To the gathered students, Groves not only extended his welcome, but encouraged each and every attendee to take agency over their own education.
“What you get out of Georgetown depends on how you take advantage of its resources. An education is not given to you, you achieve it through your own efforts,” Groves said. “By donning your graduation robes, we signify that you are becoming full citizens of our community. You have all the rights that the community offers, but also all the responsibilities to make it work as a collectivity.”
Faculty and Student Remarks
This year, two members of the Georgetown College of Arts & Sciences addressed the assembled students – Rev. David Collins, S.J., and Charlotte Messaris (C’24).
Messaris, a junior majoring in French and linguistics, spoke to the Class of 2026 as the recipient of the Thomas P. McTighe Prize, named for a distinguished professor of philosophy who taught at the University for more than 40 years. Messaris is a notable member of her class, both a member of the prestigious Bakers Scholar Program and an alumna of the Faculty of Language and Linguistics Hager Scholars Program.
To prepare the assembled students for their first year, Messaris likened her own experience to that of a student in an intensive language class.
“You are bombarded with newness as you incorporate sets of unexplored vocabulary and study a culture different from your own,” Messaris said. “Your first year at Georgetown can feel similarly overwhelming when navigating a new campus and a diverse array of courses, student activities, core values and, might I say, amazing acronyms.”
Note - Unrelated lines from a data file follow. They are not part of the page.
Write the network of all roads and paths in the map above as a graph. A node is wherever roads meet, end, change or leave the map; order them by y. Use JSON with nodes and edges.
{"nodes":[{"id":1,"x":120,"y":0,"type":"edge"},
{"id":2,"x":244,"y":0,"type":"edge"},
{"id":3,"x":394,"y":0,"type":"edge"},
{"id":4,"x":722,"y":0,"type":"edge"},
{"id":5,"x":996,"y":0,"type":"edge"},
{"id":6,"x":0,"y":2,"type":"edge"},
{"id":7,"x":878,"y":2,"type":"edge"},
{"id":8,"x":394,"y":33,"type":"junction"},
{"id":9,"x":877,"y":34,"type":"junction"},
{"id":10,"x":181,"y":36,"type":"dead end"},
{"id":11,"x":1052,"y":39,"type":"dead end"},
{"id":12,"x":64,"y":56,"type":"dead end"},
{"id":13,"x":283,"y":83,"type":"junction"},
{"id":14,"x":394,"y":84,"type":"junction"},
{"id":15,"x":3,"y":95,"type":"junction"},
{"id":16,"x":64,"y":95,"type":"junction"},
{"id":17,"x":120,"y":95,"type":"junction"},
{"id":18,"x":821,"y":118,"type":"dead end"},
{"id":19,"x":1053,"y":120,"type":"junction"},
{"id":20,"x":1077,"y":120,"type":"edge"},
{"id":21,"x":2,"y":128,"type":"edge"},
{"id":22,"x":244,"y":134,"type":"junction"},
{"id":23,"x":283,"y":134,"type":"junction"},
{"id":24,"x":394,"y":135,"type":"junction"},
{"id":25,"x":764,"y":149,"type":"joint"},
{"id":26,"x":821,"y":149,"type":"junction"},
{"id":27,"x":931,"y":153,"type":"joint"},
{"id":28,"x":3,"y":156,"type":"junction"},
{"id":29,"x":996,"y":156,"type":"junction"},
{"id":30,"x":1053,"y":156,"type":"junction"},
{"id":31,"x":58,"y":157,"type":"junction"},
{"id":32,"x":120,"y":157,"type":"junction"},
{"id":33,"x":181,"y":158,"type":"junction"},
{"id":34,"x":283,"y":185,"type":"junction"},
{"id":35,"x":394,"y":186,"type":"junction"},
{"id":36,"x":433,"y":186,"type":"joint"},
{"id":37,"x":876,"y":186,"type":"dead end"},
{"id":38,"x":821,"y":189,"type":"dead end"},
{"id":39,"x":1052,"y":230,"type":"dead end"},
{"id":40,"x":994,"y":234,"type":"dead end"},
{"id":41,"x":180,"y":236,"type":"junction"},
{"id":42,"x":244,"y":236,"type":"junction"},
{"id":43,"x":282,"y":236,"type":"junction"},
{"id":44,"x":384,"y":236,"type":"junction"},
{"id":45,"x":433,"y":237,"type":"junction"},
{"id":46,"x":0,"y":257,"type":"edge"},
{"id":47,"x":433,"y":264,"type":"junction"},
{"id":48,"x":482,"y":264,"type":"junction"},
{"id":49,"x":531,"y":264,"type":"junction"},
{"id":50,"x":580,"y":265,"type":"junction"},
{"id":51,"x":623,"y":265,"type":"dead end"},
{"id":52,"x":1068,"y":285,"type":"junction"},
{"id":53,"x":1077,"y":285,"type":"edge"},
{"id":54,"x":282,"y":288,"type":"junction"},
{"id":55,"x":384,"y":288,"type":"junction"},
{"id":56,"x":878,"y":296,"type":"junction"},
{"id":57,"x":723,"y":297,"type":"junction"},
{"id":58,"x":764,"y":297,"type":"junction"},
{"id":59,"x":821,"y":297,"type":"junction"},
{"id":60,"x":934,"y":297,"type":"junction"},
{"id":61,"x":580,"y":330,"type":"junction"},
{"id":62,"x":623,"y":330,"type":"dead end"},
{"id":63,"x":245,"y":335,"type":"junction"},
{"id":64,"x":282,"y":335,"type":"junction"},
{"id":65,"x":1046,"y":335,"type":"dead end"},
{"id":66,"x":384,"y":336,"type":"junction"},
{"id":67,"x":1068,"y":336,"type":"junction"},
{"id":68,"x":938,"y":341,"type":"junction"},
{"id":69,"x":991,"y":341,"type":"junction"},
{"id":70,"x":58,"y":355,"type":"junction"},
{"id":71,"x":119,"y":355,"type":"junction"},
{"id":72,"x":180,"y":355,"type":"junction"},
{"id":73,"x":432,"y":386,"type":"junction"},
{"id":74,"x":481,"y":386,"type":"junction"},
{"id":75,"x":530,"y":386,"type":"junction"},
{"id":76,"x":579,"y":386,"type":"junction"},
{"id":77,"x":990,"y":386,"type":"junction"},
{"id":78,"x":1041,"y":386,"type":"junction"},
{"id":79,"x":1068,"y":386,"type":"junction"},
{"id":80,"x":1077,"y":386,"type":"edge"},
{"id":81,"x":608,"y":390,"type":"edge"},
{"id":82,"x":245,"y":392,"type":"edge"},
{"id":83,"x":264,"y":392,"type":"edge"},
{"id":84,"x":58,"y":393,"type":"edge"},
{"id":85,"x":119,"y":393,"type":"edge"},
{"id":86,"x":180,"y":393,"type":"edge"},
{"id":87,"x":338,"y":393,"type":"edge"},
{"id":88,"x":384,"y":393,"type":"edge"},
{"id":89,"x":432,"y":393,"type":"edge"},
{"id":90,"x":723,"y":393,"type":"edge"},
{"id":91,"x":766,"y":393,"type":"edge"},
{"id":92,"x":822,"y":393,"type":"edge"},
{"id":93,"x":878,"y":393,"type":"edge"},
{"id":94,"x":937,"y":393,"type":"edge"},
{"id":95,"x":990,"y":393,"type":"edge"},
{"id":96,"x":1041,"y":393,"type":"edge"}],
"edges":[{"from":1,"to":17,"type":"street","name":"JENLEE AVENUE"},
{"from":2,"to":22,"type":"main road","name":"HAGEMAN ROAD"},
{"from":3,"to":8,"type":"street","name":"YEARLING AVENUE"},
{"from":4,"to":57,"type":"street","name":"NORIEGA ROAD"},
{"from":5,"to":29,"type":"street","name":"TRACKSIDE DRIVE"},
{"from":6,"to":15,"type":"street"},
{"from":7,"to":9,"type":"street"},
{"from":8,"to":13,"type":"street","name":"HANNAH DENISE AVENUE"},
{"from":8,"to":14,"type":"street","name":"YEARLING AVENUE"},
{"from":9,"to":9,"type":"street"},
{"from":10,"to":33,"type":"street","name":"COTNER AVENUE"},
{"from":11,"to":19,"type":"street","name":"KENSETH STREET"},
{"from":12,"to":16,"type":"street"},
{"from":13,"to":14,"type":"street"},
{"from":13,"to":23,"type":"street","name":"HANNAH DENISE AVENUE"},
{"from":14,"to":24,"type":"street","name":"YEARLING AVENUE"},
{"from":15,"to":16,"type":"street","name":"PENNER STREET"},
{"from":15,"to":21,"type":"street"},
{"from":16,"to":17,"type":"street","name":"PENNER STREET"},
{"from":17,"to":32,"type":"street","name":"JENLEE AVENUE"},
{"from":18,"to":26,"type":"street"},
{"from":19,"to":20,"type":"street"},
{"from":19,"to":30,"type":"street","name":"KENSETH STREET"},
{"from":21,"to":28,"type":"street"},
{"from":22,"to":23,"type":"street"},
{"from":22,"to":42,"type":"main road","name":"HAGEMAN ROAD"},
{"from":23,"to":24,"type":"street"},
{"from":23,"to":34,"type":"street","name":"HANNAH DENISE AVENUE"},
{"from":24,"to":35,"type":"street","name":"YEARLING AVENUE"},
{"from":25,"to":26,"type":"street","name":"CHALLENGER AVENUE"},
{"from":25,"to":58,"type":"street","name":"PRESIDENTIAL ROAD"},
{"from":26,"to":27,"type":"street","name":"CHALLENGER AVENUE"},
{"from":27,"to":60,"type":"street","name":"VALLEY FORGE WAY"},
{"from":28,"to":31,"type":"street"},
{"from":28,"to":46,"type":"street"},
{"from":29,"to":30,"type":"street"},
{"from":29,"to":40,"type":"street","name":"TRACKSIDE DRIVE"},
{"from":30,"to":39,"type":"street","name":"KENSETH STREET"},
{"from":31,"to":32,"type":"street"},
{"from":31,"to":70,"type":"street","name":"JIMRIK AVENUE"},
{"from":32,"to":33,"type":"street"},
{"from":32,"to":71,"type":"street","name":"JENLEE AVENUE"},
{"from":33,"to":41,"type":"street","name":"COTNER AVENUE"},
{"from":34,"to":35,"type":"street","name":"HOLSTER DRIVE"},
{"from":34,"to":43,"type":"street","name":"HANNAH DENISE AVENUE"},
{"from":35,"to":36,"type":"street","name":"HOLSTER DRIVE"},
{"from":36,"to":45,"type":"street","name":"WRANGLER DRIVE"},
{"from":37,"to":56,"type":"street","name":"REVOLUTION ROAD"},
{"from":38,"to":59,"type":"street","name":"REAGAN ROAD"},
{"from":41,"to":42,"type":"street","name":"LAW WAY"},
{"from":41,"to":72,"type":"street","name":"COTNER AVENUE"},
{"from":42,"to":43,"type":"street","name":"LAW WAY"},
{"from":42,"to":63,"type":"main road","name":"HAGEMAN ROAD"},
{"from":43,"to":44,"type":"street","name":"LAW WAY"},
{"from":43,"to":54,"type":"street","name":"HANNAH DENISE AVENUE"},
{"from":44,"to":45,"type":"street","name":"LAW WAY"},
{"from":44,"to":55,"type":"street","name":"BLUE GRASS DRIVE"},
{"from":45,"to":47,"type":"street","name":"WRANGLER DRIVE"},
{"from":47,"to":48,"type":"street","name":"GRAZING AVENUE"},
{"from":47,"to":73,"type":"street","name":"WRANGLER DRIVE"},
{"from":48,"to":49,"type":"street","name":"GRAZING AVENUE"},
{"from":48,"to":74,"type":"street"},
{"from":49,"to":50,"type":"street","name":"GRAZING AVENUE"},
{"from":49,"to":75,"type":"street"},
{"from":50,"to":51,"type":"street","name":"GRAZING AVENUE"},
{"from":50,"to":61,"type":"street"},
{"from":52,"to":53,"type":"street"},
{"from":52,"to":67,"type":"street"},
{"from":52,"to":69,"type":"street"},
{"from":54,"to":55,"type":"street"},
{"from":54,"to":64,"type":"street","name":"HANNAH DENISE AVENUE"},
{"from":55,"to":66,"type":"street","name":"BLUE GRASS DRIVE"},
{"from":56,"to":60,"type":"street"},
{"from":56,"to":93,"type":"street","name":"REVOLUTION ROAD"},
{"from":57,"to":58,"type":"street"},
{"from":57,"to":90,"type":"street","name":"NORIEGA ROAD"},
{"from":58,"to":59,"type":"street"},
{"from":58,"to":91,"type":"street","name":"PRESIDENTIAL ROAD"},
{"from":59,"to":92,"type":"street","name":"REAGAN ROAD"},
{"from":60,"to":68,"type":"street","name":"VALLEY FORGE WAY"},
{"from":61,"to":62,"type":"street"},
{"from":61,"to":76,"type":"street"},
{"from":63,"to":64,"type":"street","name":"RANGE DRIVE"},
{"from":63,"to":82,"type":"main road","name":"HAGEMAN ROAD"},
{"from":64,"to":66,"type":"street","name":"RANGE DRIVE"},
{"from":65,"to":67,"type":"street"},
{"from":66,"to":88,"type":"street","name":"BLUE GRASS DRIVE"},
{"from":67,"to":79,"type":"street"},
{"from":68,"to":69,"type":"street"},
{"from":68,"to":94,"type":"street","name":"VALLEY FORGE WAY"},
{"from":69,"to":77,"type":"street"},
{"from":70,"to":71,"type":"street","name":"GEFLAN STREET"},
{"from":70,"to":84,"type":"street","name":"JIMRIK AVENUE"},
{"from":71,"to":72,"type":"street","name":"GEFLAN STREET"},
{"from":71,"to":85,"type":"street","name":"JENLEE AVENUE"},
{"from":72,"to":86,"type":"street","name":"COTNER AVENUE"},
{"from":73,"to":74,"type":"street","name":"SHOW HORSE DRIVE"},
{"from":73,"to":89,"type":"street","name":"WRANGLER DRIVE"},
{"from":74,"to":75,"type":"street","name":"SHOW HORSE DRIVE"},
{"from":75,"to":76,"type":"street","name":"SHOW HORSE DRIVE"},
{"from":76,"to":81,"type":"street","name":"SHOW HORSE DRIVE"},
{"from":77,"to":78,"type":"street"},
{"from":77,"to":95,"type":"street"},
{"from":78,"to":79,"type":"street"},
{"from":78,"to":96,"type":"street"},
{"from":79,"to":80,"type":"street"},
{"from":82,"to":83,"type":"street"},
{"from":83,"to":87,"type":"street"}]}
Messaris encouraged the Class of 2026 to dive head first into their classes and community.
“As one does when learning a new language, fearlessly immerse yourself. Discerning your path is a daunting and messy process so I encourage you to lean into what excites you,” Messaris said. “Unabashedly chase joy and be patient with yourself. Take the class that piques your curiosity and fascinates you enough to call your mom and sign up for the club that catches your attention. Let your passions be your guide and know that you can count on your Georgetown community whenever you need a hand.”
Messaris was careful to note that every individual student contributes to what makes the university great.
“There is space for everyone here and Georgetown needs each and every one of us,” Messaris said. “Through all of our unique and wonderful contributions we together make Georgetown what it is – a university of excellence and integrity.”
Drawing on the Parable of the Good Samaritan, Collins encouraged the students to “not rush” in their time at Georgetown.
In Jesus’s parable of the good Samaritan, a group of bandits attack a traveler on the road and leave him for dead. A priest passes by the victim, but because he has religious services that demand his attention, he continues on the road. Next, a scholar passes, but due to his teaching duties he can’t stop. Finally, a Samaritan passes, notices the victim of the attack, and stops to tend to him. Then, he recruits others to provide care and makes a promise to stop again on his way back.
“The lesson’s linchpin is that the Samaritan and the crime victim were different – religiously, tribally, ethnically – different,” Collins explained. “Their rivalrous identities were supposed to make them hostile to each other, yet in the parable, the Samaritan saw someone in need and acted not on what divided them, but what united them – a shared humanity.”
By not rushing, the Samaritan saw the shared humanity, which the priest and the scholar ignored. For first-year students, there are seemingly innumerable demands on their time, acknowledged Collins, including making friends, joining clubs, declaring a major and attaining an internship.
“The danger of rushing is not, after four years, that you have accomplished nothing,” Collins explained. “Rather, the question is, by rushing, what might you miss?”
Collins expressed his hope that the students would develop the ability to think deeply while at Georgetown.
“Thinking of the kind that notices the truly urgent, that labors to expose its complex causes, that struggles to develop insights and solutions that last,” Collins explained. “Thinking that learns to distinguish the essential from the important and to draw the doable out of the desirable.
This type of deep thinking, Collins told the assembled students, was essential to becoming women and men for others.
“Let’s not rush, let’s slow down, let’s think deeply and, like the Samaritan, let’s act humanely.”